Garlic-Lemon Seared Prawns with Herbed Bulgur

This is an example of a meal that Solin would create to include in your personalized meal plan.

Garlic-Lemon Seared Prawns with Herbed Bulgur

YOUR SOLIN GENERATED RECIPE

Garlic-Lemon Seared Prawns with Herbed Bulgur

Savor the bright flavors of succulent, seared prawns infused with garlic and lemon zest, perfectly paired with a light herbed bulgur that brings a textural contrast and satisfying heartiness to your plate.

NUTRITION

345kcal
Protein
44.4g
Fat
6.1g
Carbs
29g

SERVINGS

1 serving

INGREDIENTS

6 ounces Prawns, raw

3/4 cup cooked Bulgur Wheat

1 teaspoon Olive Oil

1 clove Garlic, minced

1 Lemon (for zest and juice)

2 tablespoons Fresh Parsley, chopped

Salt & Pepper to taste

PREPARATION

  • 1

    Pat the prawns dry and season lightly with salt and pepper.

  • 2

    Heat the olive oil in a non-stick skillet over medium-high heat.

  • 3

    Add the minced garlic to the skillet and sauté for about 30 seconds until fragrant.

  • 4

    Place the prawns in the skillet and cook for 2-3 minutes on each side until they turn pink and opaque.

  • 5

    Meanwhile, warm the pre-cooked bulgur in a small pot or microwave.
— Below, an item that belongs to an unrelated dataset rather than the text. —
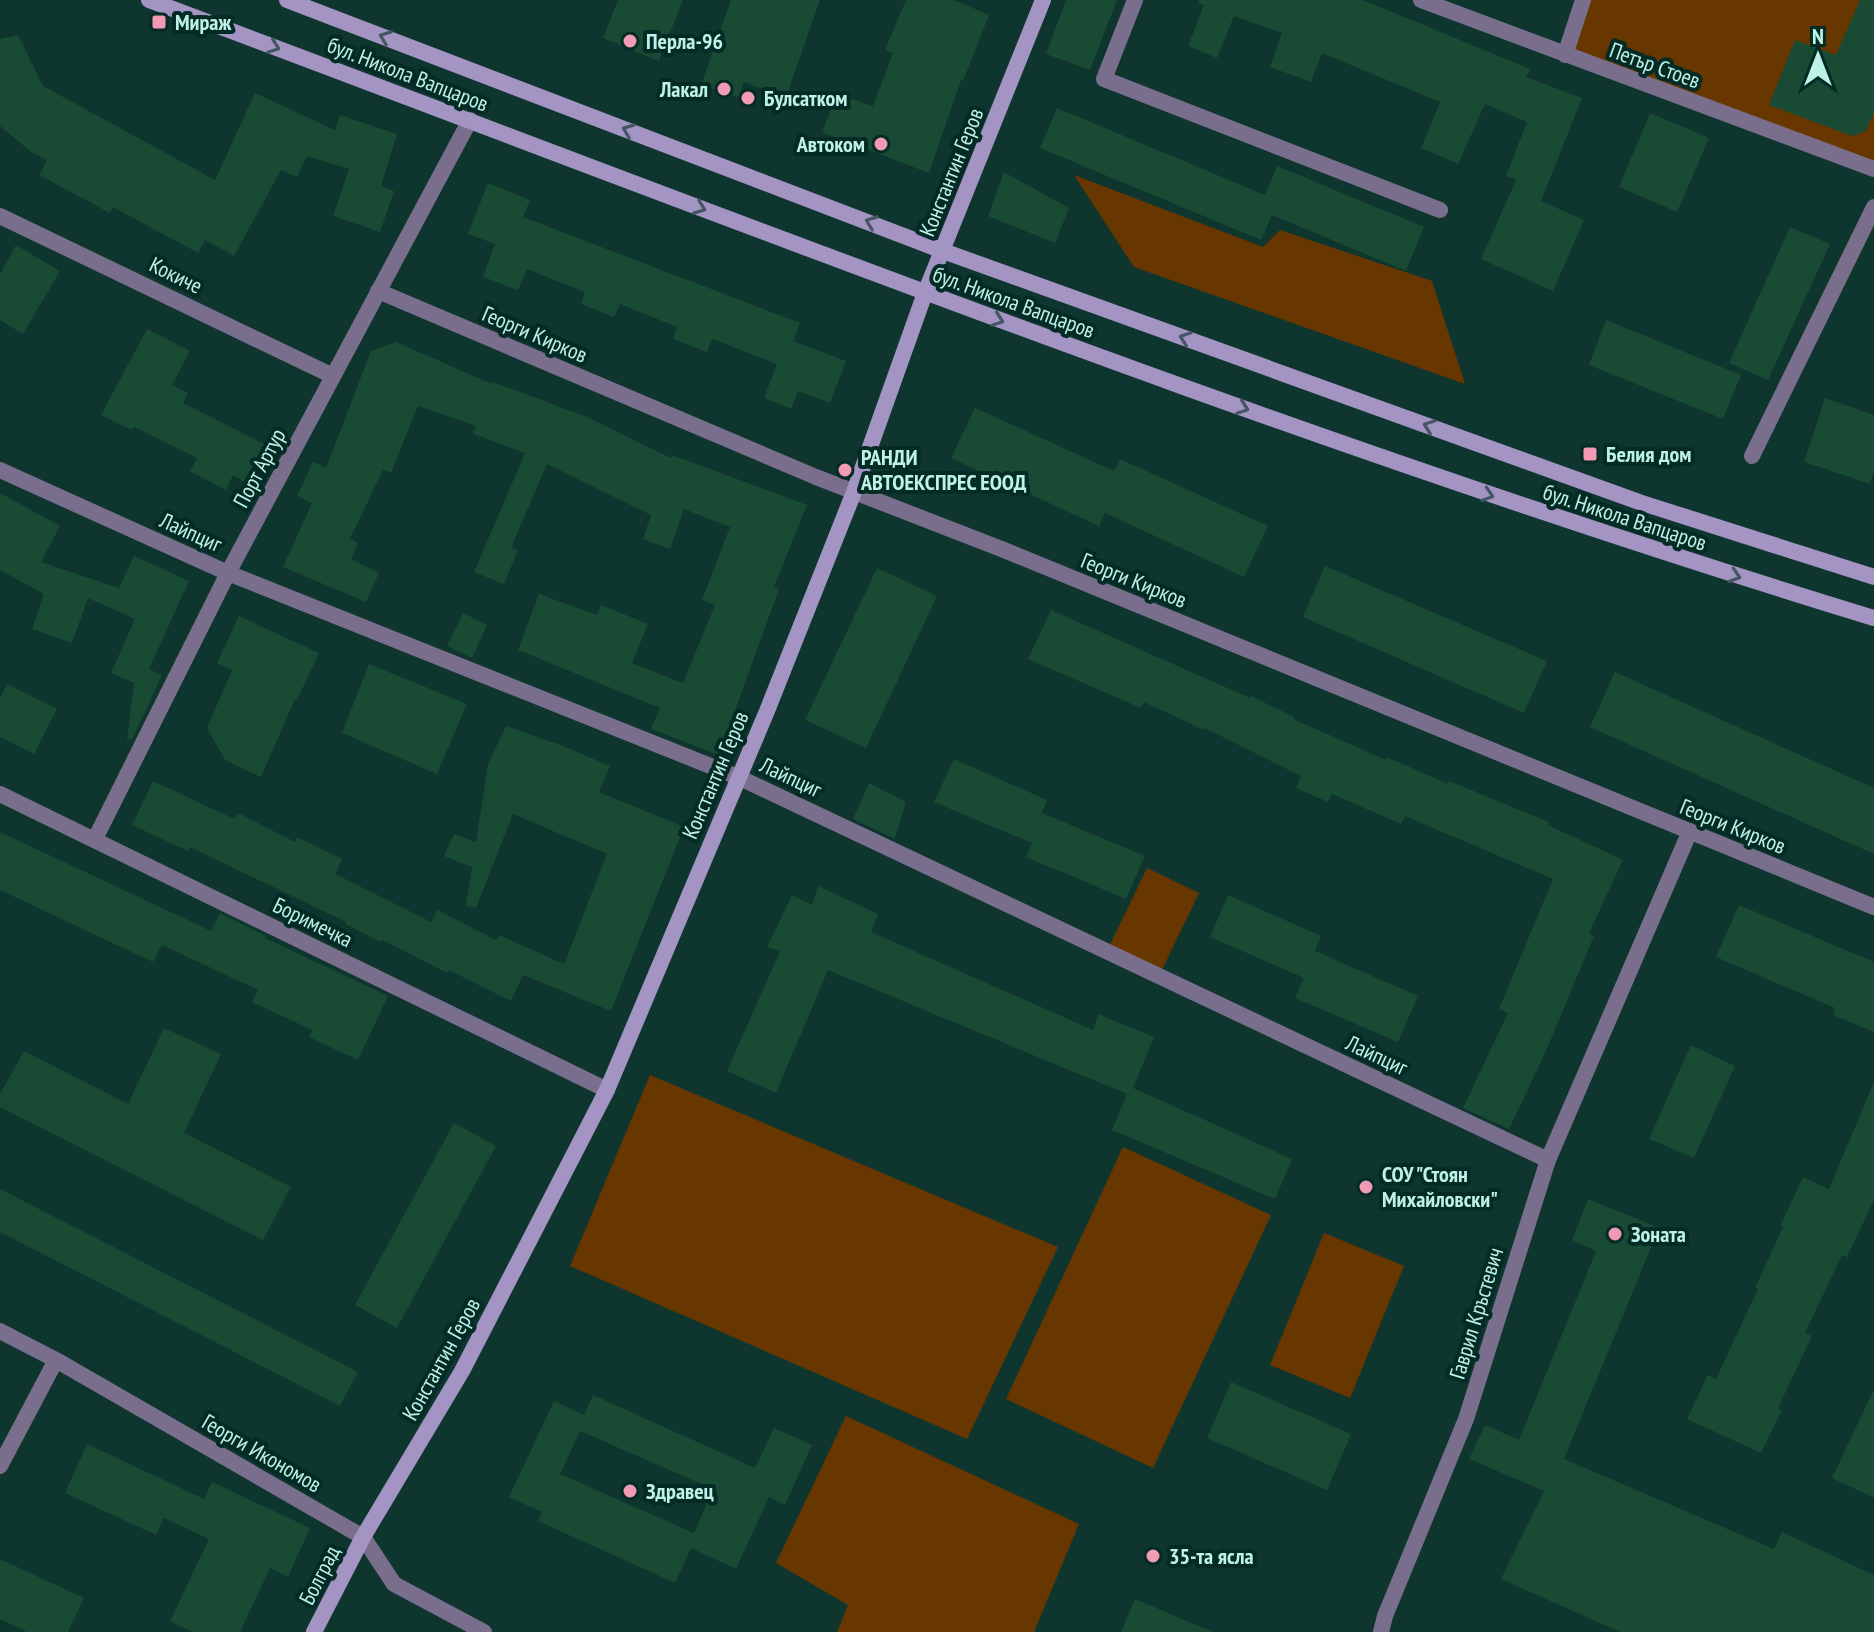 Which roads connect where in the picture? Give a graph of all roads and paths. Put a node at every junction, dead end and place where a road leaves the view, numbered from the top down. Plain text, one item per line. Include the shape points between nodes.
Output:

Stir in chopped parsley, a squeeze of lemon juice, and a pinch of salt and pepper.

  • 6

    Finish the prawns by drizzling them with a bit of fresh lemon juice and a light dusting of lemon zest.

  • 7

    Plate the herbed bulgur, then top with the garlic-lemon prawns, and garnish with extra parsley if desired.